Understanding the alternative names and related terms for ICD-10 code C83.18 can enhance communication among healthcare professionals and improve patient education. Mantle cell lymphoma, while a specific diagnosis, is part of a broader category of lymphomas, and recognizing its synonyms and related terms can aid in better comprehension and management of the disease.

Diagnostic Criteria

Mantle cell lymphoma (MCL), classified under ICD-10 code C83.18, is a subtype of non-Hodgkin lymphoma characterized by the proliferation of B-cells in the mantle zone of lymphoid follicles. Diagnosing MCL involves a combination of clinical evaluation, imaging studies, and histopathological examination. Below are the key criteria and methods used for diagnosis:

Clinical Presentation

  1. Symptoms: Patients may present with nonspecific symptoms such as:
    - Lymphadenopathy (swollen lymph nodes)
    - Fatigue
    - Fever
    - Night sweats
    - Weight loss

  2. Physical Examination: A thorough physical examination is essential to identify enlarged lymph nodes, spleen, or liver, which may indicate lymphatic involvement.

Laboratory Tests

  1. Blood Tests: Routine blood tests may reveal:
    - Anemia
    - Thrombocytopenia (low platelet count)
    - Elevated lactate dehydrogenase (LDH) levels, which can indicate tumor burden.

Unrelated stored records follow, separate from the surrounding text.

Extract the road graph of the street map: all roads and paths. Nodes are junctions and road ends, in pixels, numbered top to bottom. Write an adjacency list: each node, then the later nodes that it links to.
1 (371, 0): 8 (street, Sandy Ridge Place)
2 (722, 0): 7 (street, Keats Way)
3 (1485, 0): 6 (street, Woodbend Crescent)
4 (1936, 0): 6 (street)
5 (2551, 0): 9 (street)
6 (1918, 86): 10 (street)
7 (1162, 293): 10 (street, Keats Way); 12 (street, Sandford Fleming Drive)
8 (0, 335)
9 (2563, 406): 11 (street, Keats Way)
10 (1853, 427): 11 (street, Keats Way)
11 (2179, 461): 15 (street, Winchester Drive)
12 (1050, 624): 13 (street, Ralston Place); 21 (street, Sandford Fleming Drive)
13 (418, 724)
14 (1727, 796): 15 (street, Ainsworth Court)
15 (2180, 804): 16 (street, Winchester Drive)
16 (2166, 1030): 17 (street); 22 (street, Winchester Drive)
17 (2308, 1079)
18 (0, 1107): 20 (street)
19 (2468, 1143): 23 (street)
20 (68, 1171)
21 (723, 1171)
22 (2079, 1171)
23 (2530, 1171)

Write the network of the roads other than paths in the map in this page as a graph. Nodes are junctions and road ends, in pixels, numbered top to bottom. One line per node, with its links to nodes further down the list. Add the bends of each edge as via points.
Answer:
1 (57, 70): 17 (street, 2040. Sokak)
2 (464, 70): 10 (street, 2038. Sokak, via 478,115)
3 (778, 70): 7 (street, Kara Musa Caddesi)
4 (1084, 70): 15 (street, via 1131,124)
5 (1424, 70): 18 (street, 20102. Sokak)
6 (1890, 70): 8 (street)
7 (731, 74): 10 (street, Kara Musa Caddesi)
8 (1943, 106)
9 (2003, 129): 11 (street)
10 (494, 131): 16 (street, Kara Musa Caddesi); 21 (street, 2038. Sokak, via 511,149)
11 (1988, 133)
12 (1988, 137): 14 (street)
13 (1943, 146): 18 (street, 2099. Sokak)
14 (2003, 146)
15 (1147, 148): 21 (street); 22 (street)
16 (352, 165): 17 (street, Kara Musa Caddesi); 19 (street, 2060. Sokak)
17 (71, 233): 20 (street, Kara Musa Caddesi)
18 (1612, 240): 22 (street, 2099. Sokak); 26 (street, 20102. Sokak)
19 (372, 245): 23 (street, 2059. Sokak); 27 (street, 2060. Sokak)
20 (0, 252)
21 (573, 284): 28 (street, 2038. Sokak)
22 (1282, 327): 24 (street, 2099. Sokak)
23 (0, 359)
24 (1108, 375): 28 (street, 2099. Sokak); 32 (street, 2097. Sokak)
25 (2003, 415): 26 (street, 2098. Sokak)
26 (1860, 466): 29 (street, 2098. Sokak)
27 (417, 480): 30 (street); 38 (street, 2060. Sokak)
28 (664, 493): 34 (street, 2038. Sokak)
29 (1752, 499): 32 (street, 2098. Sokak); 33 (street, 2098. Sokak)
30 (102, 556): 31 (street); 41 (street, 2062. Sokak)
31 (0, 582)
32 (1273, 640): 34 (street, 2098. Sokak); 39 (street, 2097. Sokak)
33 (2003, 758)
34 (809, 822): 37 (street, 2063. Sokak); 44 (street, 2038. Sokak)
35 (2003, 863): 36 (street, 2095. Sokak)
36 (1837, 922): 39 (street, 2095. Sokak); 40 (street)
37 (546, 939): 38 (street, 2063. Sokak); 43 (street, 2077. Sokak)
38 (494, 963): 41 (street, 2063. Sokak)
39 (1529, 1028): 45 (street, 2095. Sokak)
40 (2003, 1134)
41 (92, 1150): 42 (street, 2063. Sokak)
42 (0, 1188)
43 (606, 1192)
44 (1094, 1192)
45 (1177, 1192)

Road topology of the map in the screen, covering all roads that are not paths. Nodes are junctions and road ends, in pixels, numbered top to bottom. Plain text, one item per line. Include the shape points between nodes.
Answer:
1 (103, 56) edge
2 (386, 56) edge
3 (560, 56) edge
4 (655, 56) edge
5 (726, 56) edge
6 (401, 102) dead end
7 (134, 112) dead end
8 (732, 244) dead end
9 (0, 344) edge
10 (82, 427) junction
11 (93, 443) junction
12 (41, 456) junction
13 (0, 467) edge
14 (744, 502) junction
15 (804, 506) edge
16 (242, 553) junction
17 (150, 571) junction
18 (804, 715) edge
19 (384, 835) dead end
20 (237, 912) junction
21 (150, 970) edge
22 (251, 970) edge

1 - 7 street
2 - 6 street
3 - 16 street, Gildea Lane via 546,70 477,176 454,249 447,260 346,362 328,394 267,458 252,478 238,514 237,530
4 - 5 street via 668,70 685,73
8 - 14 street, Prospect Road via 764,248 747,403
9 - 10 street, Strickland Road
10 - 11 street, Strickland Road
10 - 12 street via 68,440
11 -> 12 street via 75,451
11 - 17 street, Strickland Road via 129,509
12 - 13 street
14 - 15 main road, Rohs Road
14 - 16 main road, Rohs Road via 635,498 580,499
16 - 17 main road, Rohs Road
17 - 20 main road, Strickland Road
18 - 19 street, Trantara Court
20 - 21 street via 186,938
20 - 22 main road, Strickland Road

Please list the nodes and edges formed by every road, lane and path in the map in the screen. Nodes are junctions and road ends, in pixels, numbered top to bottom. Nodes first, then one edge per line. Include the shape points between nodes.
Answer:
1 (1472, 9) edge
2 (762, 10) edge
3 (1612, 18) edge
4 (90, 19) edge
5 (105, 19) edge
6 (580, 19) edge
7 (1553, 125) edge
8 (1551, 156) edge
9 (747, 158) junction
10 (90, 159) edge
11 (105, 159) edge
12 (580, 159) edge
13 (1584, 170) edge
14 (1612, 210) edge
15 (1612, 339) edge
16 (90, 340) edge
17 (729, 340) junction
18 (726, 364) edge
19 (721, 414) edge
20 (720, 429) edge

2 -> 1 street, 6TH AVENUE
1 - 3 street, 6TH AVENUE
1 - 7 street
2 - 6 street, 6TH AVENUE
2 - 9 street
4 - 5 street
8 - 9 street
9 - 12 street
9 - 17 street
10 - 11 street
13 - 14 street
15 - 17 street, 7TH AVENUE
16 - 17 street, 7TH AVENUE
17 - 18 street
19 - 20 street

  2. Bone Marrow Biopsy: A bone marrow biopsy is often performed to assess the extent of disease involvement. In MCL, the bone marrow may show infiltration by neoplastic lymphoid cells.

Imaging Studies

  1. CT Scans: Computed tomography (CT) scans of the chest, abdomen, and pelvis are used to evaluate lymphadenopathy and organ involvement.

  2. PET Scans: Positron emission tomography (PET) scans can help assess metabolic activity of lymph nodes and detect any extranodal disease.

Histopathological Examination

  1. Lymph Node Biopsy: A definitive diagnosis of MCL typically requires a biopsy of an affected lymph node. The histological examination will reveal:
    - A diffuse proliferation of small to medium-sized lymphoid cells.
    - A characteristic "mantle zone" pattern.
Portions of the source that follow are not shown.